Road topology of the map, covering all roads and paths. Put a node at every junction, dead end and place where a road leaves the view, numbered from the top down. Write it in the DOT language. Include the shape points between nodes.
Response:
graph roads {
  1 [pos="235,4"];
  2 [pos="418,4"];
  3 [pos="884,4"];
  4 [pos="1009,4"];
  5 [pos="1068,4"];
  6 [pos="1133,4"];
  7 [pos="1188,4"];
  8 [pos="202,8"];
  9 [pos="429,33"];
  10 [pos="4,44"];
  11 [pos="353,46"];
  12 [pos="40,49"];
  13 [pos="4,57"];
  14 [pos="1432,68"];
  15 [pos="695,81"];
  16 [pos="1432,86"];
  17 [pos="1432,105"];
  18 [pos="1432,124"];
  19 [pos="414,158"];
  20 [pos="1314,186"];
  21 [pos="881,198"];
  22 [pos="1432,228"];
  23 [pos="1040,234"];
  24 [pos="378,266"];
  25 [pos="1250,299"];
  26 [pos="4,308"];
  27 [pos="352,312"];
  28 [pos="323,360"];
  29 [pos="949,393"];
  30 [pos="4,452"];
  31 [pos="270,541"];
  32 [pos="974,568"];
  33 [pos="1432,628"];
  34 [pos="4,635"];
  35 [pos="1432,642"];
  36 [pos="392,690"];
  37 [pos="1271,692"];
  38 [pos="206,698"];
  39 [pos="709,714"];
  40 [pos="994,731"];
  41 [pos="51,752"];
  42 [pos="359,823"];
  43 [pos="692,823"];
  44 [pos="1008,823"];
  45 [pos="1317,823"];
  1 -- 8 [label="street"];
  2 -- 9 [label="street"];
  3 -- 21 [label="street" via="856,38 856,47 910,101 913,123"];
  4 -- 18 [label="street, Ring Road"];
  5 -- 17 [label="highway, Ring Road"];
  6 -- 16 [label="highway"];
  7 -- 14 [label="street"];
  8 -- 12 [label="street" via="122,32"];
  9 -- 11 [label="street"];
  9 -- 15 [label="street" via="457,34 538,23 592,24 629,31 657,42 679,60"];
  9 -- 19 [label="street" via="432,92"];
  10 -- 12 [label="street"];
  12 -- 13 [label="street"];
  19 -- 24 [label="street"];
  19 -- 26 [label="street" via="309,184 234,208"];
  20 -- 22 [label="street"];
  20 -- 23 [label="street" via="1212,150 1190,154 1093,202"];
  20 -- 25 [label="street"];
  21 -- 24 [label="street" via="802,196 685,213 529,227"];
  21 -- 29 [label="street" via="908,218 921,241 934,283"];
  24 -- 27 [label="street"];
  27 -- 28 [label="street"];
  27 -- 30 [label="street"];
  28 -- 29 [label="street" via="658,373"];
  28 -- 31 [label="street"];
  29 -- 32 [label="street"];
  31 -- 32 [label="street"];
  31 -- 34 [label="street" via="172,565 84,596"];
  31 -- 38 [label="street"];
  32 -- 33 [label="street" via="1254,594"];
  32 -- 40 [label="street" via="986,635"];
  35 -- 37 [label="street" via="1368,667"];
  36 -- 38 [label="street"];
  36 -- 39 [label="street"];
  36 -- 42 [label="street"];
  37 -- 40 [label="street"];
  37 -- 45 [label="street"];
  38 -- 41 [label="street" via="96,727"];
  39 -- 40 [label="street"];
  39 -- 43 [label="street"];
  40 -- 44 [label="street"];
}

□ □ □ □

=== Assignment ===
Only lines that contain "roads" are needed, so copy each of them from the data.

=== Finished task ===
Road topology of the map, covering all roads and paths. Put a node at every junction, dead end and place where a road leaves the view, numbered from the top down. Write it in the DOT language. Include the shape points between nodes.
graph roads {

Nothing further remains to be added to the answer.